▶ _What you have to do_: Leave out the pictures and restate the rest of the data exactly.

▶ _Dataset records_:

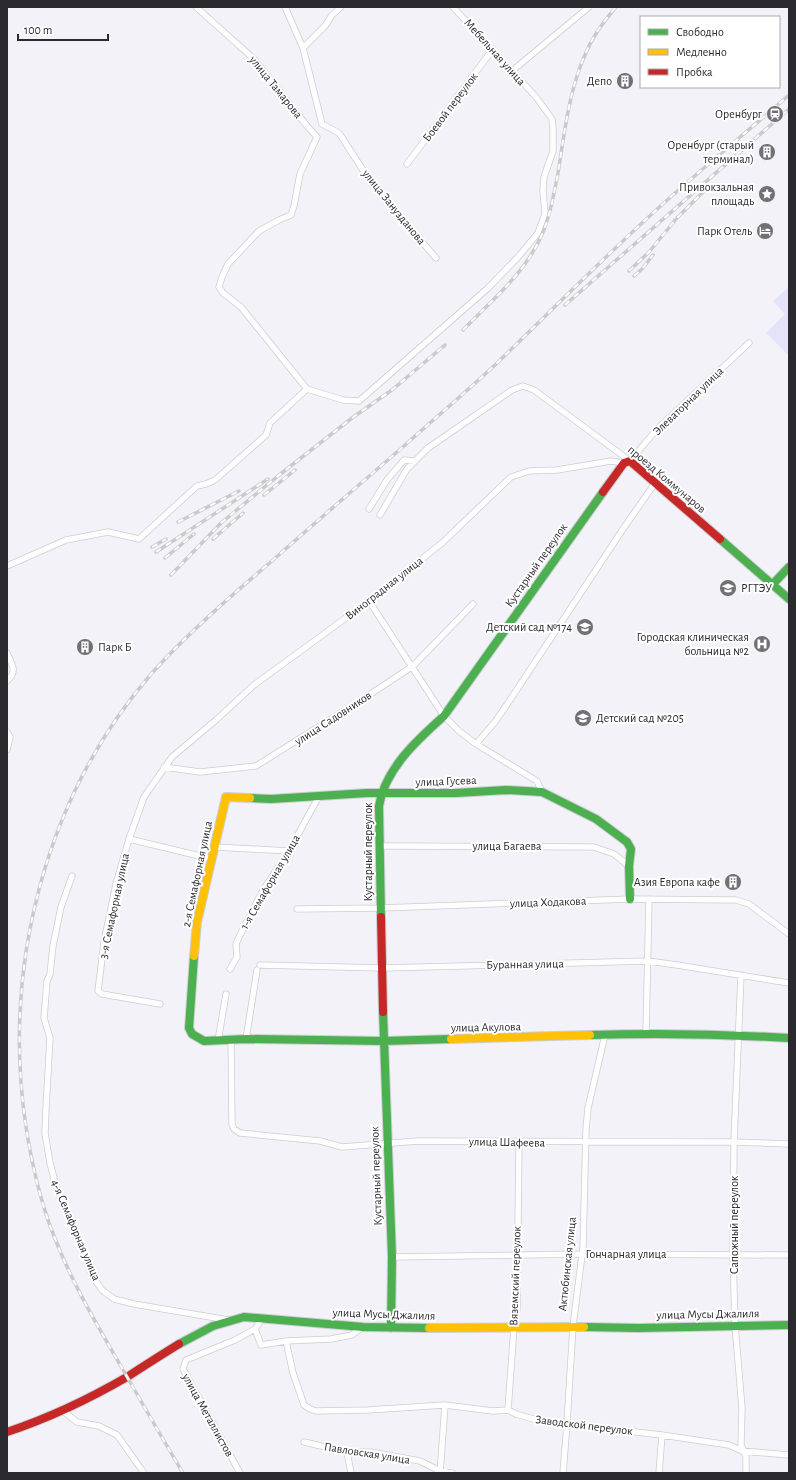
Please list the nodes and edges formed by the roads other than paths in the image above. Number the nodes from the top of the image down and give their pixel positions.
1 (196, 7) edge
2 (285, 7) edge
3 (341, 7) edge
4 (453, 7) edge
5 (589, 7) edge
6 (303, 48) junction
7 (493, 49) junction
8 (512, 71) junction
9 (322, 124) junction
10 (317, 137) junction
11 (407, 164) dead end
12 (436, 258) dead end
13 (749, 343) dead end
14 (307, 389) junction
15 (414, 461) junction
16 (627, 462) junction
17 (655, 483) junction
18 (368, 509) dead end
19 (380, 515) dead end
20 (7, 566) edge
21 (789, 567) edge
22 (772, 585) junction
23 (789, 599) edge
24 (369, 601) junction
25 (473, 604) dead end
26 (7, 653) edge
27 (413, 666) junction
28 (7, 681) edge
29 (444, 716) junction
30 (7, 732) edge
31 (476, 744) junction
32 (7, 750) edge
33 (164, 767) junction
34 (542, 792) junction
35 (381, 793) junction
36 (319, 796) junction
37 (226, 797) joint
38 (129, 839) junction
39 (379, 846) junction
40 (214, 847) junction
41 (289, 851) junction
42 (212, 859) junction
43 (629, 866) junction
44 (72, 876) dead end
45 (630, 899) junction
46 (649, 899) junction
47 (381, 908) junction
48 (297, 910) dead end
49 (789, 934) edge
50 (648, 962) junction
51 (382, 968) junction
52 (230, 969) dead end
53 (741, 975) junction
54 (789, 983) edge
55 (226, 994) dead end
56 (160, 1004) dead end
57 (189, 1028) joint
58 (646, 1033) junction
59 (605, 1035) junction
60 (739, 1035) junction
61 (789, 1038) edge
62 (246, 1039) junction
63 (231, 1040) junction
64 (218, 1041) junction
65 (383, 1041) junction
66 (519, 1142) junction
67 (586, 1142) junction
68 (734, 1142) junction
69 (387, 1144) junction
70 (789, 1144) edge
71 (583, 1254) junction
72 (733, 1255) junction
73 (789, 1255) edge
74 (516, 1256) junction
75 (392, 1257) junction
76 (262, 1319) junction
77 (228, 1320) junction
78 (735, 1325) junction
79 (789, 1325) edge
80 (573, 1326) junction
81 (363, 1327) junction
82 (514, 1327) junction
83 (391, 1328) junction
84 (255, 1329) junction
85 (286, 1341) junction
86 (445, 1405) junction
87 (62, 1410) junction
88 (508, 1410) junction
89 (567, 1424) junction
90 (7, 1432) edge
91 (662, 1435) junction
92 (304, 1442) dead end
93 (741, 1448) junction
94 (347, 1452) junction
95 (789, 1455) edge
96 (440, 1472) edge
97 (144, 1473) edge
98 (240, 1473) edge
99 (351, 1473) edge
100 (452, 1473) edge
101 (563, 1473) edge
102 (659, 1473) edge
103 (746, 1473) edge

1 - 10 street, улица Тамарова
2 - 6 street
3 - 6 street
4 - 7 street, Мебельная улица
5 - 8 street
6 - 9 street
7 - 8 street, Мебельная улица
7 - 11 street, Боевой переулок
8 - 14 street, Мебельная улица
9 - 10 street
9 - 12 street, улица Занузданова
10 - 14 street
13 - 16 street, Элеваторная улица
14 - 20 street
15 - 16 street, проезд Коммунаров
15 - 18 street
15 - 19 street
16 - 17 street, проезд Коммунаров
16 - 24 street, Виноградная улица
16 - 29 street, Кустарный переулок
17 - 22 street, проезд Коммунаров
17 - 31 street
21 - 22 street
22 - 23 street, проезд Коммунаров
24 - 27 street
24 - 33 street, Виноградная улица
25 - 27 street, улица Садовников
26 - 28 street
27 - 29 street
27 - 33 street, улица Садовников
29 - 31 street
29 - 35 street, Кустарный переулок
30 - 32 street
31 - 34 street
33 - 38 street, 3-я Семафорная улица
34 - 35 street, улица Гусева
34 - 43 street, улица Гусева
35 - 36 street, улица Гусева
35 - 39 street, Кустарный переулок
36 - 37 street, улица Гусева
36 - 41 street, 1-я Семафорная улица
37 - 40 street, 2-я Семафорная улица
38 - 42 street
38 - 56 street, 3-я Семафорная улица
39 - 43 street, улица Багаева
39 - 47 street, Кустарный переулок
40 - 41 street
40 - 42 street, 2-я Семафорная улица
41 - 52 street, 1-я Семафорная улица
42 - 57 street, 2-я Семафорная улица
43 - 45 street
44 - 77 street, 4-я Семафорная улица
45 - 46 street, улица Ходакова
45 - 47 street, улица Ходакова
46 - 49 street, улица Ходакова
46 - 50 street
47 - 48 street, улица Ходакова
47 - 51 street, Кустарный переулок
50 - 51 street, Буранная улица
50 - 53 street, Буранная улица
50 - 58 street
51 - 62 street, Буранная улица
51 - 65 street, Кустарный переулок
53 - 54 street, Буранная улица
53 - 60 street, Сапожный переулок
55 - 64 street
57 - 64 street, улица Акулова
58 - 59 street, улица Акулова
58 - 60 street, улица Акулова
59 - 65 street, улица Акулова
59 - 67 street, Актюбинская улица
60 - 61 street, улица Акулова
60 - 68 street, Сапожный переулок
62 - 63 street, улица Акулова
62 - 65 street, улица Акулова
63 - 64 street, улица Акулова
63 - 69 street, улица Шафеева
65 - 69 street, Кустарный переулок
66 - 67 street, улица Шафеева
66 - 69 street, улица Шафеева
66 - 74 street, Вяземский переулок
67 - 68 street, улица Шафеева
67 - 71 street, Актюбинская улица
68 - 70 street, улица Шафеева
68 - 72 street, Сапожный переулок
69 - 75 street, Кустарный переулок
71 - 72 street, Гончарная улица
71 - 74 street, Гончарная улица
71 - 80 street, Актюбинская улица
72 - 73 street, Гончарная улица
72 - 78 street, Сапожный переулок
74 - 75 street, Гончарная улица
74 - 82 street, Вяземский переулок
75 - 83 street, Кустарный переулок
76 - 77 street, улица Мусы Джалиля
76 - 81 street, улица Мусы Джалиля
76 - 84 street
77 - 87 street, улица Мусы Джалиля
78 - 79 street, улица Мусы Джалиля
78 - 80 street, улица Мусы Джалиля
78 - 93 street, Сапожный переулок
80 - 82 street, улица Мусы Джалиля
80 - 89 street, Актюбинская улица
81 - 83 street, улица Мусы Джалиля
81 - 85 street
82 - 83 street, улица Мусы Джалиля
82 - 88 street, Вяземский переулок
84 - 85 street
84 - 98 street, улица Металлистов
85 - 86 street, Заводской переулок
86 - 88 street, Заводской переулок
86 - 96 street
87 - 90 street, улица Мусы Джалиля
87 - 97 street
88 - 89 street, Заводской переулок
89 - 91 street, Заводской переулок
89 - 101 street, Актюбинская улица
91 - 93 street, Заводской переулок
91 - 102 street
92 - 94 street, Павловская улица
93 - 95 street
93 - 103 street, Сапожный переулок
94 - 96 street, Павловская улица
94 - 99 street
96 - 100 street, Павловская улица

▶ _Response to this exercise_:
Please list the nodes and edges formed by the roads other than paths in the image above. Number the nodes from the top of the image down and give their pixel positions.
1 (196, 7) edge
2 (285, 7) edge
3 (341, 7) edge
4 (453, 7) edge
5 (589, 7) edge
6 (303, 48) junction
7 (493, 49) junction
8 (512, 71) junction
9 (322, 124) junction
10 (317, 137) junction
11 (407, 164) dead end
12 (436, 258) dead end
13 (749, 343) dead end
14 (307, 389) junction
15 (414, 461) junction
16 (627, 462) junction
17 (655, 483) junction
18 (368, 509) dead end
19 (380, 515) dead end
20 (7, 566) edge
21 (789, 567) edge
22 (772, 585) junction
23 (789, 599) edge
24 (369, 601) junction
25 (473, 604) dead end
26 (7, 653) edge
27 (413, 666) junction
28 (7, 681) edge
29 (444, 716) junction
30 (7, 732) edge
31 (476, 744) junction
32 (7, 750) edge
33 (164, 767) junction
34 (542, 792) junction
35 (381, 793) junction
36 (319, 796) junction
37 (226, 797) joint
38 (129, 839) junction
39 (379, 846) junction
40 (214, 847) junction
41 (289, 851) junction
42 (212, 859) junction
43 (629, 866) junction
44 (72, 876) dead end
45 (630, 899) junction
46 (649, 899) junction
47 (381, 908) junction
48 (297, 910) dead end
49 (789, 934) edge
50 (648, 962) junction
51 (382, 968) junction
52 (230, 969) dead end
53 (741, 975) junction
54 (789, 983) edge
55 (226, 994) dead end
56 (160, 1004) dead end
57 (189, 1028) joint
58 (646, 1033) junction
59 (605, 1035) junction
60 (739, 1035) junction
61 (789, 1038) edge
62 (246, 1039) junction
63 (231, 1040) junction
64 (218, 1041) junction
65 (383, 1041) junction
66 (519, 1142) junction
67 (586, 1142) junction
68 (734, 1142) junction
69 (387, 1144) junction
70 (789, 1144) edge
71 (583, 1254) junction
72 (733, 1255) junction
73 (789, 1255) edge
74 (516, 1256) junction
75 (392, 1257) junction
76 (262, 1319) junction
77 (228, 1320) junction
78 (735, 1325) junction
79 (789, 1325) edge
80 (573, 1326) junction
81 (363, 1327) junction
82 (514, 1327) junction
83 (391, 1328) junction
84 (255, 1329) junction
85 (286, 1341) junction
86 (445, 1405) junction
87 (62, 1410) junction
88 (508, 1410) junction
89 (567, 1424) junction
90 (7, 1432) edge
91 (662, 1435) junction
92 (304, 1442) dead end
93 (741, 1448) junction
94 (347, 1452) junction
95 (789, 1455) edge
96 (440, 1472) edge
97 (144, 1473) edge
98 (240, 1473) edge
99 (351, 1473) edge
100 (452, 1473) edge
101 (563, 1473) edge
102 (659, 1473) edge
103 (746, 1473) edge

1 - 10 street, улица Тамарова
2 - 6 street
3 - 6 street
4 - 7 street, Мебельная улица
5 - 8 street
6 - 9 street
7 - 8 street, Мебельная улица
7 - 11 street, Боевой переулок
8 - 14 street, Мебельная улица
9 - 10 street
9 - 12 street, улица Занузданова
10 - 14 street
13 - 16 street, Элеваторная улица
14 - 20 street
15 - 16 street, проезд Коммунаров
15 - 18 street
15 - 19 street
16 - 17 street, проезд Коммунаров
16 - 24 street, Виноградная улица
16 - 29 street, Кустарный переулок
17 - 22 street, проезд Коммунаров
17 - 31 street
21 - 22 street
22 - 23 street, проезд Коммунаров
24 - 27 street
24 - 33 street, Виноградная улица
25 - 27 street, улица Садовников
26 - 28 street
27 - 29 street
27 - 33 street, улица Садовников
29 - 31 street
29 - 35 street, Кустарный переулок
30 - 32 street
31 - 34 street
33 - 38 street, 3-я Семафорная улица
34 - 35 street, улица Гусева
34 - 43 street, улица Гусева
35 - 36 street, улица Гусева
35 - 39 street, Кустарный переулок
36 - 37 street, улица Гусева
36 - 41 street, 1-я Семафорная улица
37 - 40 street, 2-я Семафорная улица
38 - 42 street
38 - 56 street, 3-я Семафорная улица
39 - 43 street, улица Багаева
39 - 47 street, Кустарный переулок
40 - 41 street
40 - 42 street, 2-я Семафорная улица
41 - 52 street, 1-я Семафорная улица
42 - 57 street, 2-я Семафорная улица
43 - 45 street
44 - 77 street, 4-я Семафорная улица
45 - 46 street, улица Ходакова
45 - 47 street, улица Ходакова
46 - 49 street, улица Ходакова
46 - 50 street
47 - 48 street, улица Ходакова
47 - 51 street, Кустарный переулок
50 - 51 street, Буранная улица
50 - 53 street, Буранная улица
50 - 58 street
51 - 62 street, Буранная улица
51 - 65 street, Кустарный переулок
53 - 54 street, Буранная улица
53 - 60 street, Сапожный переулок
55 - 64 street
57 - 64 street, улица Акулова
58 - 59 street, улица Акулова
58 - 60 street, улица Акулова
59 - 65 street, улица Акулова
59 - 67 street, Актюбинская улица
60 - 61 street, улица Акулова
60 - 68 street, Сапожный переулок
62 - 63 street, улица Акулова
62 - 65 street, улица Акулова
63 - 64 street, улица Акулова
63 - 69 street, улица Шафеева
65 - 69 street, Кустарный переулок
66 - 67 street, улица Шафеева
66 - 69 street, улица Шафеева
66 - 74 street, Вяземский переулок
67 - 68 street, улица Шафеева
67 - 71 street, Актюбинская улица
68 - 70 street, улица Шафеева
68 - 72 street, Сапожный переулок
69 - 75 street, Кустарный переулок
71 - 72 street, Гончарная улица
71 - 74 street, Гончарная улица
71 - 80 street, Актюбинская улица
72 - 73 street, Гончарная улица
72 - 78 street, Сапожный переулок
74 - 75 street, Гончарная улица
74 - 82 street, Вяземский переулок
75 - 83 street, Кустарный переулок
76 - 77 street, улица Мусы Джалиля
76 - 81 street, улица Мусы Джалиля
76 - 84 street
77 - 87 street, улица Мусы Джалиля
78 - 79 street, улица Мусы Джалиля
78 - 80 street, улица Мусы Джалиля
78 - 93 street, Сапожный переулок
80 - 82 street, улица Мусы Джалиля
80 - 89 street, Актюбинская улица
81 - 83 street, улица Мусы Джалиля
81 - 85 street
82 - 83 street, улица Мусы Джалиля
82 - 88 street, Вяземский переулок
84 - 85 street
84 - 98 street, улица Металлистов
85 - 86 street, Заводской переулок
86 - 88 street, Заводской переулок
86 - 96 street
87 - 90 street, улица Мусы Джалиля
87 - 97 street
88 - 89 street, Заводской переулок
89 - 91 street, Заводской переулок
89 - 101 street, Актюбинская улица
91 - 93 street, Заводской переулок
91 - 102 street
92 - 94 street, Павловская улица
93 - 95 street
93 - 103 street, Сапожный переулок
94 - 96 street, Павловская улица
94 - 99 street
96 - 100 street, Павловская улица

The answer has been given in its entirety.